Saved data entries

# # # #

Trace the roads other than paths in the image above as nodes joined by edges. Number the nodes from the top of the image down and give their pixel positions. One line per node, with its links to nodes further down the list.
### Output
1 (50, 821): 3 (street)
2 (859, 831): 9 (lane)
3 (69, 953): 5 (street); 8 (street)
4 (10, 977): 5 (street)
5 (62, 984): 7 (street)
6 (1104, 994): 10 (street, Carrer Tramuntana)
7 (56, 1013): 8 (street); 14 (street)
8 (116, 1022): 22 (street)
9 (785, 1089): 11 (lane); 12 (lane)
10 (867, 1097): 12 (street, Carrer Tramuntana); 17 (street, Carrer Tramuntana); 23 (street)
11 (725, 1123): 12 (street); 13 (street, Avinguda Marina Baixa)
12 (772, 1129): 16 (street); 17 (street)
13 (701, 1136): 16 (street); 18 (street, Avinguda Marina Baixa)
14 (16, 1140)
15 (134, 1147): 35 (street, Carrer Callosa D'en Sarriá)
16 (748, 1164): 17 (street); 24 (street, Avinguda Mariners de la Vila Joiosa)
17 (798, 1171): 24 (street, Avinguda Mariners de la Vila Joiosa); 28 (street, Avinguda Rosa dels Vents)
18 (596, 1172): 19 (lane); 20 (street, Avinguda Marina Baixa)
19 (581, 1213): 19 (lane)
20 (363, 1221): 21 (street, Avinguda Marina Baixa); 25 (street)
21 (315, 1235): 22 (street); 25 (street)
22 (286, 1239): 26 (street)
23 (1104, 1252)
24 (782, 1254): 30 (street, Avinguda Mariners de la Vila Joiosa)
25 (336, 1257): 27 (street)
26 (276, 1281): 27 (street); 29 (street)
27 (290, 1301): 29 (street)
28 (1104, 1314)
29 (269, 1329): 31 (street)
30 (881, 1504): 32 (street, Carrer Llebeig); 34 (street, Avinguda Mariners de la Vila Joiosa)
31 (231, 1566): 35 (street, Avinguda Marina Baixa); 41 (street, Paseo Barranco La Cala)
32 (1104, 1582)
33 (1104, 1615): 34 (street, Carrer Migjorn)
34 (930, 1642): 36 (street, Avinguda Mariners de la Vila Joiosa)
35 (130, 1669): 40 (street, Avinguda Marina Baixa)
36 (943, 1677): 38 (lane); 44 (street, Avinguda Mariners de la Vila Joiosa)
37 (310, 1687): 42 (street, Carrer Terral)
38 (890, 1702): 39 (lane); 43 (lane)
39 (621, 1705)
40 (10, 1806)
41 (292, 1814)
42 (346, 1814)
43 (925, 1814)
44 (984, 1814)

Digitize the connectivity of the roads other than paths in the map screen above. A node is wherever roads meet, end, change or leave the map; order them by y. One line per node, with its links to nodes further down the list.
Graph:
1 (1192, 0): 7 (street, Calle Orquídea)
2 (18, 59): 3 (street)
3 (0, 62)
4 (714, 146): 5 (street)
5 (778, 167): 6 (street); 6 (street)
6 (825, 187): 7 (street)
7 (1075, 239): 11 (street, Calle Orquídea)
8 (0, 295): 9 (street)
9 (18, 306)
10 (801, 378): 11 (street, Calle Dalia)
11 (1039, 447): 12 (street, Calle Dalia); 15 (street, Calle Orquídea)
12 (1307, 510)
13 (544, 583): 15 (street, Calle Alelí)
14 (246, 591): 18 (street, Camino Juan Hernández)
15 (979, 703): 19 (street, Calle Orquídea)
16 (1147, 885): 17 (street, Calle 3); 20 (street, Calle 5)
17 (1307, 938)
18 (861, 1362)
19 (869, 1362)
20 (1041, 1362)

# # # #

▶ **EXERCISE**
Whenever a line of the entries contains the string "above", copy that line.

▶ **ANSWER SECTION**
Trace the roads other than paths in the image above as nodes joined by edges. Number the nodes from the top of the image down and give their pixel positions. One line per node, with its links to nodes further down the list.
Digitize the connectivity of the roads other than paths in the map screen above. A node is wherever roads meet, end, change or leave the map; order them by y. One line per node, with its links to nodes further down the list.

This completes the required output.